The way most web servers work (Apache for example) is to maintain a collection of worker threads. When a PHP script is executed, one thread runs the PHP script.
When your script does sleep(100), the script takes 100 seconds to execute.. That means your worker thread is tied up for 100 seconds.
The problem is, you have a very finite number of worker-threads - say you have 10 threads, and 10 people login - now your web-server cannot serve any further responses..
The best way to rate-limit logins (or other actions) is to use some kind of fast in-memory storage thing (memcached is perfect for this), but that requires running separate process and is pretty complicated (you might do this if you run something like Facebook..).
Simpler, you could have a database table that stores user_id or ip_address, first_failed and failure_counter.
Every time you get a failed login, you (in pseudo code) would do:
if (first_failed in last hour) and (failure_counter > threshold):
return error_403("Too many authentication failures, please wait")
elseif first_failed in last hour:
increment failure_counter
else:
reset first_failed to current time
increment failure_counter
Maybe not the most efficient, and there is better ways, but it should stop brute-forcing pretty well. Using memcached is basically the same, but the database is replaced with memcached (which is quicker)
to stop bots, malicious users, etc.
from executing php scripts too fast?
I would first ask what you are really trying to prevent? If it is denial-of-service attacks, then I'd have to say there is nothing you can do if you are limited by what you can add to PHP scripts.
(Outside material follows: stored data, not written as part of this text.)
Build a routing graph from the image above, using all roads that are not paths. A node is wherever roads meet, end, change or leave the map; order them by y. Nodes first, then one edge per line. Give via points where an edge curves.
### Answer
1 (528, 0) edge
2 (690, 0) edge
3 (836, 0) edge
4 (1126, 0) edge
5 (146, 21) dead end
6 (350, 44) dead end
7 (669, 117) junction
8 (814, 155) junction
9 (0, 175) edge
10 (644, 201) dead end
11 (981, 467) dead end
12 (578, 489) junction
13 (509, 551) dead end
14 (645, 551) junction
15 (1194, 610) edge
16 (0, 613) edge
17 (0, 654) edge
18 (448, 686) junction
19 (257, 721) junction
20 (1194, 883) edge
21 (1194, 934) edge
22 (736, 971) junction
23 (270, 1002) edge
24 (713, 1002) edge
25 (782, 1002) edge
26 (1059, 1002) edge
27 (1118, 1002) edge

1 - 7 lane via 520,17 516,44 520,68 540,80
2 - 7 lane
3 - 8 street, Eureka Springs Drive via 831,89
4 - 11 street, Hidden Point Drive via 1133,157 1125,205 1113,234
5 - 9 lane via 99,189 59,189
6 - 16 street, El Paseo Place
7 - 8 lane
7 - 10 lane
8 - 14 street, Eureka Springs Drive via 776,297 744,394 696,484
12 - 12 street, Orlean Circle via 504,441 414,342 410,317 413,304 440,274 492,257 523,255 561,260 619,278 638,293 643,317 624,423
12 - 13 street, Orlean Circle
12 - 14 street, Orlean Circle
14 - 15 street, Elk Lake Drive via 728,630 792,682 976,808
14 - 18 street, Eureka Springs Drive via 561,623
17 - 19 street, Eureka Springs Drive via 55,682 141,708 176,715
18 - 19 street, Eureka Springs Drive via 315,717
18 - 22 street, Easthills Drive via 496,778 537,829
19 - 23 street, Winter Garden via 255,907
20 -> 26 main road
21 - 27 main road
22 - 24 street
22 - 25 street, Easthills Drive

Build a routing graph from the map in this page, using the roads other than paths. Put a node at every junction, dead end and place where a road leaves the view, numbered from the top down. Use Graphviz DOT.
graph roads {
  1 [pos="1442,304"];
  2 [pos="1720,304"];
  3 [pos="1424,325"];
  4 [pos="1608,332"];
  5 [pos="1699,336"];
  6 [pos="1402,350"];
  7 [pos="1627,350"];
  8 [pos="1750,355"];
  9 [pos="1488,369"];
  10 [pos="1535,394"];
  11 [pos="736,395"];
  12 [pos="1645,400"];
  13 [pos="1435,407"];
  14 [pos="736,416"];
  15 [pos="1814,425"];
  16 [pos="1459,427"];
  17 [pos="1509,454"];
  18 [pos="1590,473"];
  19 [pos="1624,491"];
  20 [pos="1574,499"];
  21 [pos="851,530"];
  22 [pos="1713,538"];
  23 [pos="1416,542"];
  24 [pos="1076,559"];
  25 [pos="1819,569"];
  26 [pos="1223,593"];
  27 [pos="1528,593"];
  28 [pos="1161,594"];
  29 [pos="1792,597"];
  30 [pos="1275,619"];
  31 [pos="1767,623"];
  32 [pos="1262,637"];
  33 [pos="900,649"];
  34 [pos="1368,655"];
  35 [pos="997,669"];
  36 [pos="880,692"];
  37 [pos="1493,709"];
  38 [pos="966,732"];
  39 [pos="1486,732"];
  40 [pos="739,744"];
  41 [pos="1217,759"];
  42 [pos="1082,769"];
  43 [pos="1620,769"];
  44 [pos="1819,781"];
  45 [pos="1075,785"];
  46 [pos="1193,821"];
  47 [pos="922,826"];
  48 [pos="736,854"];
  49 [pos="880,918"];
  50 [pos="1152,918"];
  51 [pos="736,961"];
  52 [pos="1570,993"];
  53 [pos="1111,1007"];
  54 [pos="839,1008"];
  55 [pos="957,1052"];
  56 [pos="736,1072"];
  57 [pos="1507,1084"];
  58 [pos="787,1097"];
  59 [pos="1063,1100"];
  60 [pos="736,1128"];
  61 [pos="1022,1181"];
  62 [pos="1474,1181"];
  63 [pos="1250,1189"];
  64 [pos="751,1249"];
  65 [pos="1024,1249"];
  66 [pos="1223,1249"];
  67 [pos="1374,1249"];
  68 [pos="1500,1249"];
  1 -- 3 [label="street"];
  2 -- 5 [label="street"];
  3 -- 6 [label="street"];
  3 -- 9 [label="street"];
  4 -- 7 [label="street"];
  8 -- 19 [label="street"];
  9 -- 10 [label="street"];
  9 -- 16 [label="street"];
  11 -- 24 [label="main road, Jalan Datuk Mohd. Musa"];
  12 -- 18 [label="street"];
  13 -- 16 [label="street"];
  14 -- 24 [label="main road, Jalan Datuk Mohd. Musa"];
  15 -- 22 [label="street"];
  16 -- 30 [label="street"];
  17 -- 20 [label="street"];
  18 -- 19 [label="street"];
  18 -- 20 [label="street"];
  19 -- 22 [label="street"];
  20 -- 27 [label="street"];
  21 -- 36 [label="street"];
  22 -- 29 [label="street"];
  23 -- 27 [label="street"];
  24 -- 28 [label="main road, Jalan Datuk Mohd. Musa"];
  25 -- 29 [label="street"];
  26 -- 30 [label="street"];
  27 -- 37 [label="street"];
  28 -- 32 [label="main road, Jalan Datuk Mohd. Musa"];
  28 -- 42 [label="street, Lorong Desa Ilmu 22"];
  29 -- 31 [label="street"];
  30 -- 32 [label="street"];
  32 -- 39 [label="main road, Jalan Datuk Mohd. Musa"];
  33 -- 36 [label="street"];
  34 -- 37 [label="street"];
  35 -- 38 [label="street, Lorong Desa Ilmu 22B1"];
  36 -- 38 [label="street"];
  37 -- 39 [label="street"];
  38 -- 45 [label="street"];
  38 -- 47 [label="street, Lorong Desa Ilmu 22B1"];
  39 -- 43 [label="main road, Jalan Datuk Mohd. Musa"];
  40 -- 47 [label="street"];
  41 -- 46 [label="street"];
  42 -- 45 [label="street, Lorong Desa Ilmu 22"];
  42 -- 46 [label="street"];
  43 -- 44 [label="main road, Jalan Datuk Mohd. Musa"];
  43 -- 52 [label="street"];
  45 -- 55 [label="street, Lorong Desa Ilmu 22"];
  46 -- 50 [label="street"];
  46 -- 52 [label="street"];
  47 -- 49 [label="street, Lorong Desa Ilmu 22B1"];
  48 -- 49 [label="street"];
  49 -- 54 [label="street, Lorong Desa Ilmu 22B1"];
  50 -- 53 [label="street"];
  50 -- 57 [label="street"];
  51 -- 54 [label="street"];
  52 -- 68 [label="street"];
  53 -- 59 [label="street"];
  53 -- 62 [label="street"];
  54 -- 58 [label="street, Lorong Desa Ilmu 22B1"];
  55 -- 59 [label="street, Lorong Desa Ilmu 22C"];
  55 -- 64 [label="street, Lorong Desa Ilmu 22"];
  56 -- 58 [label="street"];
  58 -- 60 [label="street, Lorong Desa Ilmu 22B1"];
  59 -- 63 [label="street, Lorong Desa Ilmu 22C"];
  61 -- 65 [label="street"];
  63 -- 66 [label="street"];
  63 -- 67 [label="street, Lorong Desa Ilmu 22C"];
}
The state of the art is so much beyond what we as programmers can protect against. Start looking at sysadmin tools designed for this purpose.
Or are you trying to limit your service so that real people can access it but bots cannot? If so, I'd look at some "captcha" techniques.
Or are you trying to prevent users from polling your site every second looking for new content? If so, I'd investigate providing an RSS feed or some other way of notifying them so they don't eat up your bandwidth.
Or is it something else?
In general, I'd say neither sleep() nor usleep() is a good way.
Your suggested method will force ALL users to wait unnecessarily before logging in.
Most LAMP servers (and most routers/switches, actually) are already configured to prevent Denial of Service attacks. They do this by denying multiple consecutive requests from the same IP address.
You don't want to put a sleep in your php. Doing so will greatly reduce the number of concurrent requests your serve can handle since you'll have connections held open waiting.
Most HTTP servers have features you can enable to avoid DoS attacks, but failing that you should just track IP addresses you've seen too many times too recently and send them a 403 Forbidden with a message asking them to wait a second.
If for some reason you can't count on REMOTE_ADDR being user specific (everyone behind the same firewall, etc.) you could prove a challenge in the login form and make the remote browser do an extended calculation on it (say, factor a number) that you can quickly check on the server side (with speedy multiplication).